Several years later, local Gombeen man McRoarty is attending a meeting of the Carberry Memorial Committee. His daughter Maire is returning home from England. On the train, Maire meets Englishman Crispin Brown, who wishes to settle in Ballymorgan. A large house in Ballymorgan named Kilgarrig is soon to be auctioned. Preparations are being made for the erection of a statue commemorating Commandant Carberry. Maire meets her friend Conor Heaphy on the train to Ballymorgan.

At the hotel, Maire introduces Crispin to everyone. He faces some hostility from Clannery for being an Englishman. Conor also receives an awkward response from the men, which puzzles him. McRoarty fears that Conor and Maire will begin a romantic relationship and reveals to her that Conor is the illegitimate son of Jack Carberry. Maire is accepting of the news but declares that she never had a romantic interest in Conor. Conor tells the Canon that he wishes to become a priest, but the Canon is hesitant. Devereaux eventually tells Conor that he is the illegitimate son of Carberry, which angers him.
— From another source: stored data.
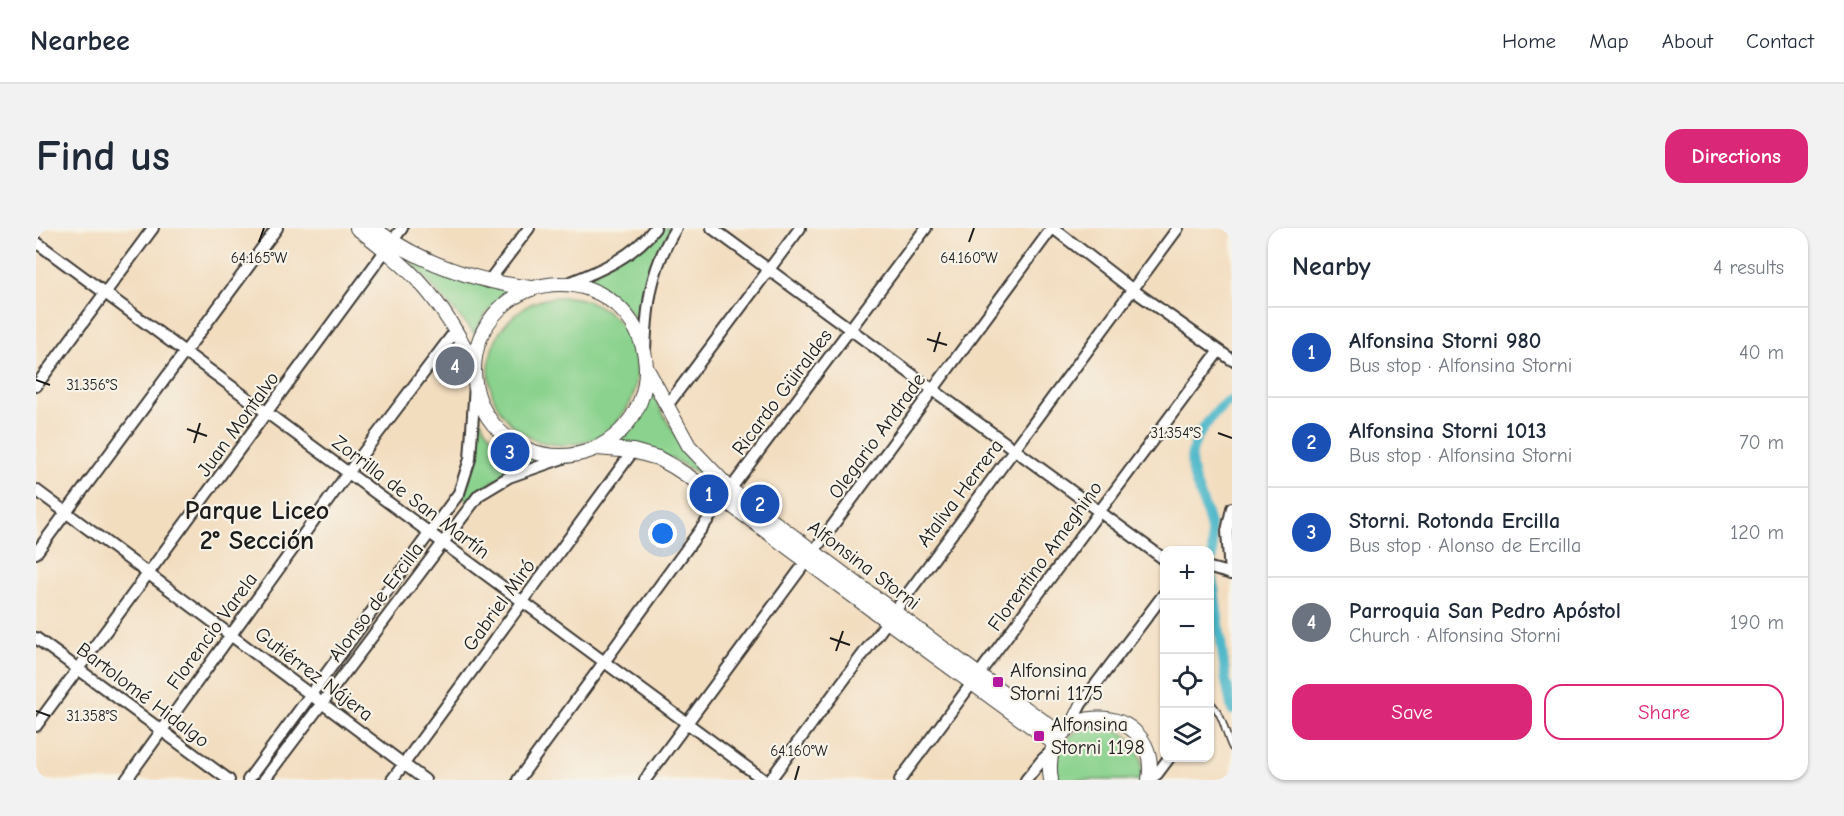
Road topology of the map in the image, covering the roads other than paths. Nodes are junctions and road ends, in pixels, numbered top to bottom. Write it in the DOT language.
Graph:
graph roads {
  1 [pos="153,228"];
  2 [pos="277,228"];
  3 [pos="357,228"];
  4 [pos="374,228"];
  5 [pos="402,228"];
  6 [pos="529,228"];
  7 [pos="655,228"];
  8 [pos="676,228"];
  9 [pos="712,228"];
  10 [pos="800,228"];
  11 [pos="926,228"];
  12 [pos="1052,228"];
  13 [pos="1178,228"];
  14 [pos="36,242"];
  15 [pos="389,246"];
  16 [pos="769,269"];
  17 [pos="488,282"];
  18 [pos="568,283"];
  19 [pos="531,288"];
  20 [pos="1133,290"];
  21 [pos="105,293"];
  22 [pos="852,329"];
  23 [pos="456,330"];
  24 [pos="645,350"];
  25 [pos="185,352"];
  26 [pos="1218,352"];
  27 [pos="1232,360"];
  28 [pos="473,363"];
  29 [pos="647,369"];
  30 [pos="475,385"];
  31 [pos="36,386"];
  32 [pos="932,390"];
  33 [pos="666,406"];
  34 [pos="268,412"];
  35 [pos="597,448"];
  36 [pos="1015,450"];
  37 [pos="633,451"];
  38 [pos="569,456"];
  39 [pos="348,473"];
  40 [pos="36,490"];
  41 [pos="727,495"];
  42 [pos="1232,508"];
  43 [pos="66,513"];
  44 [pos="1099,513"];
  45 [pos="431,534"];
  46 [pos="443,543"];
  47 [pos="36,553"];
  48 [pos="1160,556"];
  49 [pos="811,557"];
  50 [pos="1214,569"];
  51 [pos="149,574"];
  52 [pos="1231,574"];
  53 [pos="1160,599"];
  54 [pos="523,603"];
  55 [pos="890,617"];
  56 [pos="232,634"];
  57 [pos="36,638"];
  58 [pos="604,663"];
  59 [pos="78,669"];
  60 [pos="976,680"];
  61 [pos="312,695"];
  62 [pos="322,703"];
  63 [pos="1214,706"];
  64 [pos="688,723"];
  65 [pos="36,726"];
  66 [pos="1067,729"];
  67 [pos="161,731"];
  68 [pos="1054,747"];
  69 [pos="1232,748"];
  70 [pos="1166,762"];
  71 [pos="404,765"];
  72 [pos="126,780"];
  73 [pos="229,780"];
  74 [pos="248,780"];
  75 [pos="264,780"];
  76 [pos="392,780"];
  77 [pos="425,780"];
  78 [pos="518,780"];
  79 [pos="645,780"];
  80 [pos="764,780"];
  81 [pos="770,780"];
  82 [pos="900,780"];
  83 [pos="1026,780"];
  84 [pos="1051,780"];
  85 [pos="1149,780"];
  1 -- 21 [label="street"];
  2 -- 25 [label="street"];
  3 -- 15 [label="street"];
  4 -- 15 [label="street"];
  5 -- 15 [label="street, Juan Montalvo"];
  6 -- 17 [label="street"];
  7 -- 18 [label="street"];
  8 -- 24 [label="street"];
  9 -- 16 [label="street"];
  10 -- 16 [label="street"];
  11 -- 22 [label="street, Ricardo Güiraldes"];
  12 -- 20 [label="street"];
  12 -- 32 [label="street, Olegario Andrade"];
  13 -- 20 [label="street, Ataliva Herrera"];
  14 -- 21 [label="street, Zorrilla de San Martín"];
  15 -- 17 [label="street"];
  15 -- 23 [label="street"];
  15 -- 34 [label="street, Juan Montalvo"];
  16 -- 22 [label="street"];
  16 -- 33 [label="street"];
  17 -- 19 [label="street"];
  18 -- 19 [label="street"];
  18 -- 24 [label="street"];
  19 -- 28 [label="street"];
  20 -- 26 [label="street"];
  20 -- 36 [label="street, Ataliva Herrera"];
  21 -- 25 [label="street, Zorrilla de San Martín"];
  21 -- 31 [label="street"];
  22 -- 32 [label="street"];
  22 -- 41 [label="street, Ricardo Güiraldes"];
  23 -- 28 [label="street"];
  23 -- 39 [label="street, Florencio Varela"];
  24 -- 29 [label="street"];
  25 -- 34 [label="street, Zorrilla de San Martín"];
  25 -- 43 [label="street"];
  26 -- 27 [label="street"];
  26 -- 44 [label="street, Florentino Ameghino"];
  28 -- 30 [label="street"];
  29 -- 33 [label="street, Alfonsina Storni"];
  29 -- 35 [label="street"];
  30 -- 38 [label="street"];
  30 -- 45 [label="street, Alonso de Ercilla"];
  32 -- 36 [label="street"];
  32 -- 49 [label="street, Olegario Andrade"];
  33 -- 41 [label="street, Alfonsina Storni"];
  34 -- 39 [label="street, Zorrilla de San Martín"];
  34 -- 51 [label="street, Juan Montalvo"];
  35 -- 37 [label="street, Alfonsina Storni"];
  35 -- 38 [label="street"];
  36 -- 44 [label="street"];
  36 -- 55 [label="street, Ataliva Herrera"];
  37 -- 41 [label="street, Alfonsina Storni"];
  37 -- 54 [label="street, Gabriel Miró"];
  38 -- 46 [label="street, Alonso de Ercilla"];
  39 -- 45 [label="street, Zorrilla de San Martín"];
  39 -- 56 [label="street, Florencio Varela"];
  40 -- 43 [label="street, Gutiérrez Nájera"];
  41 -- 49 [label="street, Alfonsina Storni"];
  41 -- 58 [label="street, Ricardo Güiraldes"];
  42 -- 52 [label="street"];
  43 -- 47 [label="street"];
  43 -- 51 [label="street, Gutiérrez Nájera"];
  44 -- 48 [label="street"];
  44 -- 60 [label="street, Florentino Ameghino"];
  45 -- 46 [label="street, Zorrilla de San Martín"];
  45 -- 61 [label="street, Alonso de Ercilla"];
  46 -- 54 [label="street, Zorrilla de San Martín"];
  46 -- 62 [label="street, Alonso de Ercilla"];
  49 -- 55 [label="street, Alfonsina Storni"];
  49 -- 64 [label="street, Olegario Andrade"];
  50 -- 52 [label="street"];
  51 -- 56 [label="street, Gutiérrez Nájera"];
  51 -- 59 [label="street, Juan Montalvo"];
  53 -- 66 [label="street"];
  54 -- 58 [label="street, Zorrilla de San Martín"];
  54 -- 71 [label="street, Gabriel Miró"];
  55 -- 60 [label="street, Alfonsina Storni"];
  55 -- 81 [label="street, Ataliva Herrera"];
  56 -- 61 [label="street, Gutiérrez Nájera"];
  56 -- 67 [label="street, Florencio Varela"];
  57 -- 59 [label="street, Bartolomé Hidalgo"];
  58 -- 64 [label="street, Zorrilla de San Martín"];
  58 -- 78 [label="street, Ricardo Güiraldes"];
  59 -- 65 [label="street, Juan Montalvo"];
  59 -- 67 [label="street, Bartolomé Hidalgo"];
  60 -- 66 [label="street, Alfonsina Storni"];
  60 -- 68 [label="street, Alfonsina Storni"];
  60 -- 82 [label="street, Florentino Ameghino"];
  61 -- 62 [label="street, Gutiérrez Nájera"];
  61 -- 74 [label="street, Alonso de Ercilla"];
  62 -- 71 [label="street, Gutiérrez Nájera"];
  62 -- 75 [label="street, Alonso de Ercilla"];
  63 -- 69 [label="lane"];
  64 -- 79 [label="street, Olegario Andrade"];
  64 -- 80 [label="street, Zorrilla de San Martín"];
  66 -- 68 [label="street"];
  66 -- 85 [label="street"];
  67 -- 72 [label="street, Florencio Varela"];
  67 -- 73 [label="street, Bartolomé Hidalgo"];
  68 -- 83 [label="street"];
  68 -- 84 [label="street"];
  70 -- 85 [label="street"];
  71 -- 76 [label="street, Gabriel Miró"];
  71 -- 77 [label="street, Gutiérrez Nájera"];
}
The statue to commemorate Carberry is unveiled. Its abstract design is met with disgust and disappointment from the crowd. Crispin is particularly vocal about his displeasure. Crispin proposes to Maire and asks her to live with him in Kilgarrig. Maire declines, stating that she could never live in Ballymorgan. The statue is blown up, and Crispin is initially blamed. Crispin reveals that his father was the English officer Carberry intended to meet on the night of his death. He resigned his post in sympathy with the IRA following Carberry's murder.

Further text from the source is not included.